If you encounter a kangaroo that is injured and alive it is important that everyone is kept away both for their own safety and to minimise stress to the animal.
Contact Bridgetown Wildlife Rescue (“BWR”) on 0427 078 047 or 08-9774 0442 night or day immediately.
If the kangaroo is dead you MUST check the pouch for a surviving young roo. See here how to do this and here for a short video.
Non-furred young require warmth to survive – an easy way to do this is for someone to put the baby inside their sweater and use body warmth until either a WARM hot water bottle or wheat pack is available. Non-furred pouch young require experienced help urgently. You will receive advice on this when calling the BWR phone line.
Furred pouch young will need to be contained in a makeshift pouch: a jacket with the sleeves tied together, a pillowcase and so on. Keep the young animal warm and quiet until it can be passed on to an experienced carer.
Do not overheat the animal as this can be fatal.
Bandicoots & Possums
If alive, a bandicoot or possum should be covered with a thick towel or similar and both hands used to gently pick it up with a very firm grip. Be wary of teeth and claws. Possums, in particular, will react to the stress of being handled by trying to bite and scratch their rescuer. Bandicoots and possums can be contained in a secure box or a makeshift pouch. Gloves may be of assistance to you.
If dead, the pouch MUST be checked for young as with kangaroos, above.
People may trap a possum because it is running about their ceiling and they are unsure what to do next.
If the noise in the ceiling is happening during the night the creature running about IN the ceiling may not be a possum. Possums tend to leave their homes around dusk and return around dawn rather than run about inside throughout the evening. If the noise continues throughout the night it could be a rat in the ceiling. (Be aware that many rat baits are toxic to our native wildlife).
You should not relocate a possum to another area – they are territorial and will simply return to their own territory or will be killed. The possum must be released on the property where it was trapped.
You should prevent the possum from gaining entry back into the ceiling Possum boxes can be erected within their territory to provide an alternative living space.
Contact BWR to find out how to acquire such a box.
Baby Birds & Fledglings
While BWR is primarily concerned with marsupials, it does have expertise with birds.
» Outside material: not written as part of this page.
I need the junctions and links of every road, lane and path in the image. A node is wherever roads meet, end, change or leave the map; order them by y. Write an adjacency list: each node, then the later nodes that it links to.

Where an uninjured baby bird is encountered, it should be placed back in its nest or in an artificial nest such as a hanging basket, ice-cream container with drainage holes in the base etc placed as high up in the tree as possible.
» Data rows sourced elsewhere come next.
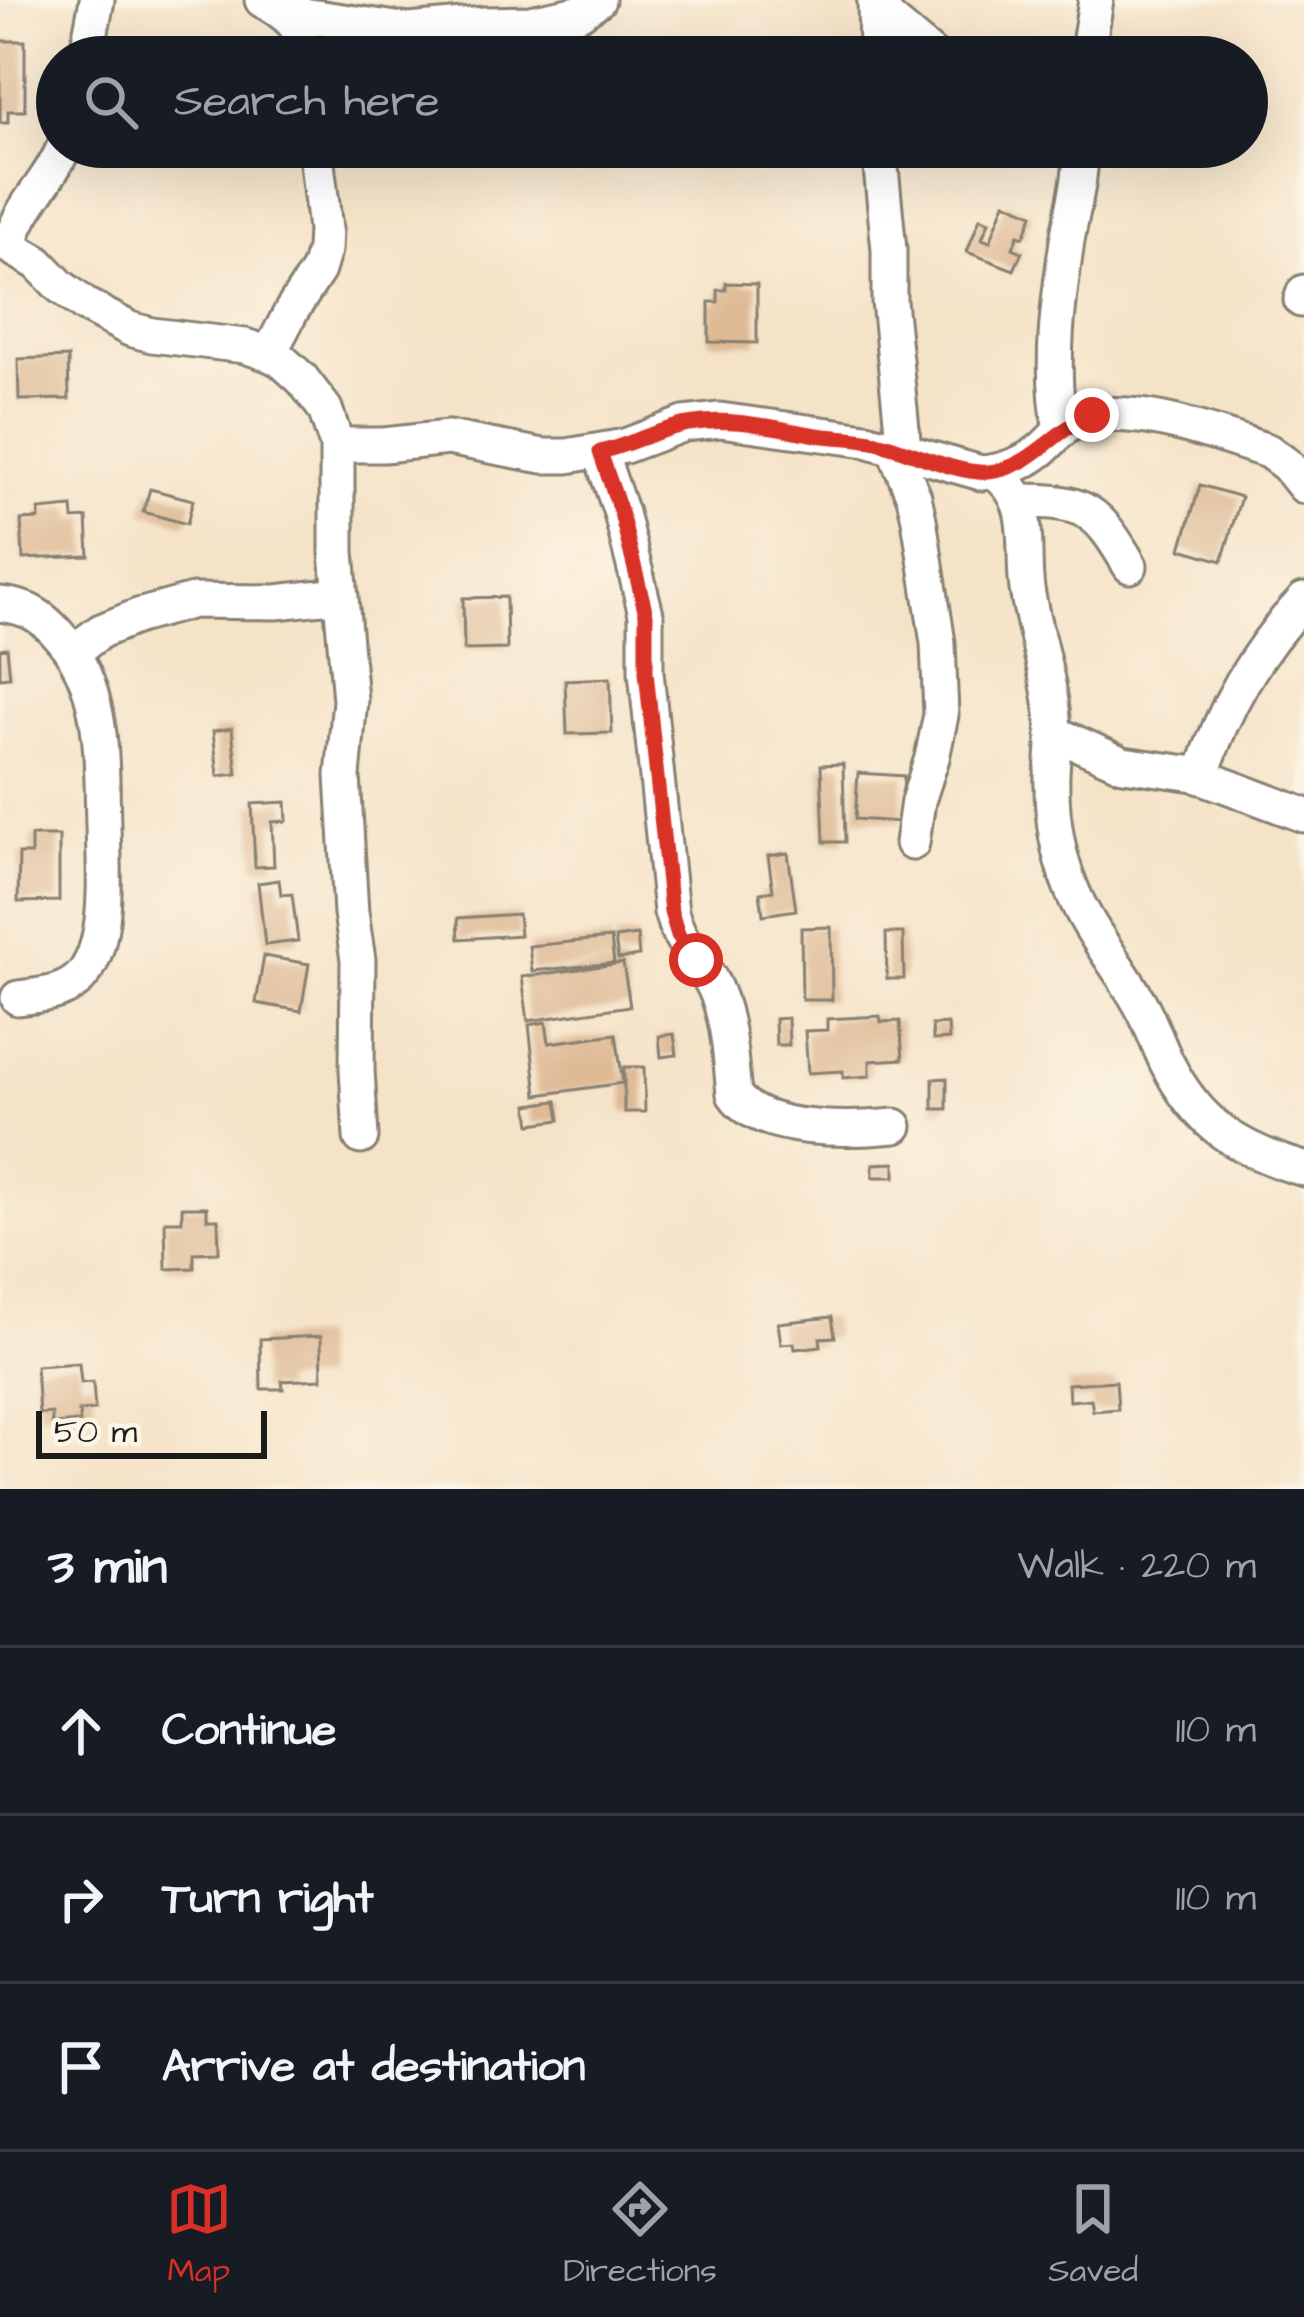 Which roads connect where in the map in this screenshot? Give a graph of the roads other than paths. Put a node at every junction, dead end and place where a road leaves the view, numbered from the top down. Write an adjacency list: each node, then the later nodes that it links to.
1 (97, 0): 6 (street)
2 (598, 0): 5 (street)
3 (1096, 0): 10 (street)
4 (875, 2): 8 (street); 9 (street)
5 (274, 4): 7 (street)
6 (90, 36)
7 (301, 36)
8 (876, 36)
9 (910, 36)
10 (1090, 36)
11 (53, 168): 15 (street)
12 (318, 168): 16 (street)
13 (881, 168): 19 (street)
14 (1081, 168): 17 (street)
15 (5, 243): 16 (street)
16 (269, 353): 18 (street)
17 (1061, 430): 21 (street); 22 (street)
18 (338, 445): 20 (street); 25 (street)
19 (898, 447): 20 (street); 21 (street); 32 (street)
20 (600, 452): 34 (street)
21 (994, 472): 23 (street)
22 (1304, 486)
23 (1019, 501): 24 (street); 29 (street)
24 (1130, 566)
25 (340, 595): 28 (street); 35 (street)
26 (1304, 600): 30 (street)
27 (0, 604): 28 (street)
28 (73, 652): 33 (street)
29 (1054, 733): 30 (street); 36 (street)
30 (1201, 776): 31 (street)
31 (1304, 815)
32 (911, 843)
33 (18, 998)
34 (896, 1126)
35 (361, 1138)
36 (1304, 1169)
Even tiny, unfeathered young birds may be found fluttering between trees and moving around its environment.
Fledglings are usually on the ground learning to fly and are often in danger of harm from traffic, cats, dogs or are being attacked by other birds. In this case the bird should be picked up gently (you can use a towel) and placed somewhere high and safe – a Y shaped tree branch, on the fence or shed, on the wheelie bin (shaded from hot sun).
The baby bird or fledgling should then be observed, from a distance, to ensure that the adult birds are attending to it.
Only obviously injured or abandoned young should be removed from their environment. If a young bird requires care, it should be placed in a box and there should be a towel on the bottom of the box. This will prevent the bird from further injuring itself by flapping around the box. While a wildlife rehabilitator or vet is being arranged keep the box and bird in a warm, quiet place.
If you are able to approach an adult bird that is on the ground the chances are it will be injured in some way and in need of help.
The bird should be gently but firmly picked up (using a towel), placed in a box lined with a towel and kept in a warm, quiet place until it can be passed on to a wildlife rehabilitator or vet. Birds may react to the stress of being captured by trying to peck, bite and scratch the rescuer.
Please keep in mind that an injured bird may still be able to fly.
Occasionally, particularly if the bird has flown into a window, it may be stunned and recover enough to be released within a few hours.
Be aware that there are night birds and day birds and that they attack each other!
An owl found out in the morning must be kept until dark for release and a magpie found at dusk must be kept until morning for release.